MCDAA, UdelaR
# Computer Vision 2025 -  Proyecto Final - Labels and Data Augmentation
Pablo Molina
Joana Auriello

We have 2 ways of doing Augmentation. In this collab, we are doing OFFLINE data augmentation. But we have also applied on the fly data augmentation in our original notebook, here are the main differences and points:

**1 — Offline Augmentation (Saving Augmented Images to Disk)**

In offline augmentation, we physically generate new images from the original dataset and save each augmentation type—such as flip-only, rotation-only, zoom-only, contrast-only—into separate files. This creates a larger and fixed augmented dataset that can be reused for any model (ResNet, EfficientNet, YOLO) and inspected visually. The downside is that it is extremely time- and storage-intensive: for tens of thousands of images, saving multiple augmented versions can require many hours and hundreds of thousands of file writes to Google Drive. Offline augmentation also produces static variations—once images are saved, the model always sees the exact same augmented samples every epoch, reducing variability during training.

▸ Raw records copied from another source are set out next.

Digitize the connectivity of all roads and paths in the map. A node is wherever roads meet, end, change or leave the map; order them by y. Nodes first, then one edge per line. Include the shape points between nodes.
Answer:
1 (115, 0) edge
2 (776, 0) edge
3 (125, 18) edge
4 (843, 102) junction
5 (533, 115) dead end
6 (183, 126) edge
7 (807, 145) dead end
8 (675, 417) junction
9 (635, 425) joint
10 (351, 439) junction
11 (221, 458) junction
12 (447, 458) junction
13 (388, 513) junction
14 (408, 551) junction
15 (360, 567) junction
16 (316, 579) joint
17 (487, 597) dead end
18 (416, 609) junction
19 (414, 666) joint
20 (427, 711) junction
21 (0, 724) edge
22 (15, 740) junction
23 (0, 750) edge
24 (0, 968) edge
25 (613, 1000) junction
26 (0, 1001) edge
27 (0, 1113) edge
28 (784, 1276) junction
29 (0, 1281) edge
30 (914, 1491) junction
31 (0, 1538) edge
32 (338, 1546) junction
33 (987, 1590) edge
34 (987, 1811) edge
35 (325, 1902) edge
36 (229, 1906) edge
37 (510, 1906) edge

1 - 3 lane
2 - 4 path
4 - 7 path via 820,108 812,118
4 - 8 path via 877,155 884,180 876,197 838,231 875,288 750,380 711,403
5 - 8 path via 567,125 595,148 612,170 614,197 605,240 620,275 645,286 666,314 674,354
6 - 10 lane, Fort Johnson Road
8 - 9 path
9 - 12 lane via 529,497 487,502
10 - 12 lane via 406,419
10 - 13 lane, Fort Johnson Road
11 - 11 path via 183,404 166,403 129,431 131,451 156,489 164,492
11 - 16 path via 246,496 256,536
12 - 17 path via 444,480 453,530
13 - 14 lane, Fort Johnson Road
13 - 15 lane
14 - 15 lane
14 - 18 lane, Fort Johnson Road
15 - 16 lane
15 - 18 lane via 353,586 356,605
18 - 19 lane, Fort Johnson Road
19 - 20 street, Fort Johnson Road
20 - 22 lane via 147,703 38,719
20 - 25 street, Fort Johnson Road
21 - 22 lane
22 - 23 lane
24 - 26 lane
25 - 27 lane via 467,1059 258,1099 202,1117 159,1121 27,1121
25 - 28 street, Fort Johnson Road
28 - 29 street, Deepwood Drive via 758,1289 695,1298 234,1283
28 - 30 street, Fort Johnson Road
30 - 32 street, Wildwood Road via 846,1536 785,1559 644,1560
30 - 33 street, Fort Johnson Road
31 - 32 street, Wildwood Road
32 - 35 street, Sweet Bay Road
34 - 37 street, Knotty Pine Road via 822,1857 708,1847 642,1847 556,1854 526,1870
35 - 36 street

**2 — Online Augmentation (ImageDataGenerator During Training)**

With online augmentation using ImageDataGenerator (or Keras Random* layers), the model receives a new, randomly transformed version of each image every epoch, with no files saved to disk. This approach is far more efficient: it keeps the dataset size small and performs augmentation in memory, delivering endless variation over the course of training. For example, in 10 epochs, the model may effectively see 10 different augmented versions of each training image—creating far more diversity than offline augmentation while requiring almost no preprocessing time. This is the most common modern approach in deep learning pipelines because it is fast, flexible, and maximizes generalization without consuming storage.

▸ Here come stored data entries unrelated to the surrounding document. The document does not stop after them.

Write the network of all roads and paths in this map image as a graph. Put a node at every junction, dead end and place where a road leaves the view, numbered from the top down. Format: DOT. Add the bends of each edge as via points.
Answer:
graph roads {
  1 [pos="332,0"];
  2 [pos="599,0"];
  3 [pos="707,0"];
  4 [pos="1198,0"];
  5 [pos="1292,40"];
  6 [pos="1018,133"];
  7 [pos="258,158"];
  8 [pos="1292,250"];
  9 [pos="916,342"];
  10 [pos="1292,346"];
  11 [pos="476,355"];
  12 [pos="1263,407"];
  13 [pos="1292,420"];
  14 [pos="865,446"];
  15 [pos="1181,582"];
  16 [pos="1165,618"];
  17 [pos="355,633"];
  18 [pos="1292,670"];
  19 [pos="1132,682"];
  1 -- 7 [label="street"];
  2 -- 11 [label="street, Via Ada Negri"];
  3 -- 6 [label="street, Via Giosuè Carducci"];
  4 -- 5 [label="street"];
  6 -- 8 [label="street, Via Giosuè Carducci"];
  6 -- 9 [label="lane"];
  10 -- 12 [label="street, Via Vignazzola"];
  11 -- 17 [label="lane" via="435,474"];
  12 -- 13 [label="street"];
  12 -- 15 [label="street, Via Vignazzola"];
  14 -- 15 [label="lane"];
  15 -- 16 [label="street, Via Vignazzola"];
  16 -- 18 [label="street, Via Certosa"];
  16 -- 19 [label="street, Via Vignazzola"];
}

## 1. Mount Google Drive, add labels to each image, save labeled images dataset to csv file

### 1. Mount Google Drive

Run the following cell to mount your Google Drive. This will prompt you to authorize Colab to access your Drive files.

In [None]:
from google.colab import drive
drive.mount('/content/drive')

import os
import pandas as pd
import numpy as np
import tensorflow as tf

# My working directory (small stuff: CSVs, logs, checkpoints)
WORK_DIR = '/content/drive/MyDrive/Colab Notebooks/ComputerVision'

# Pablo's directory (unlimited storage for big augmented dataset)
PABLO_DIR = '/content/drive/MyDrive/[01] - Pablo/[01].[02] - Facultad/[01].[02].[05] - Master Fing/Computer Vision/Project/Entrega Reciclaje'

# Original dataset location (folders like "Bio organico", "Envase Plasticos", etc.)
RAW_DATA_DIR = os.path.join(WORK_DIR, 'Dataset Consolidado')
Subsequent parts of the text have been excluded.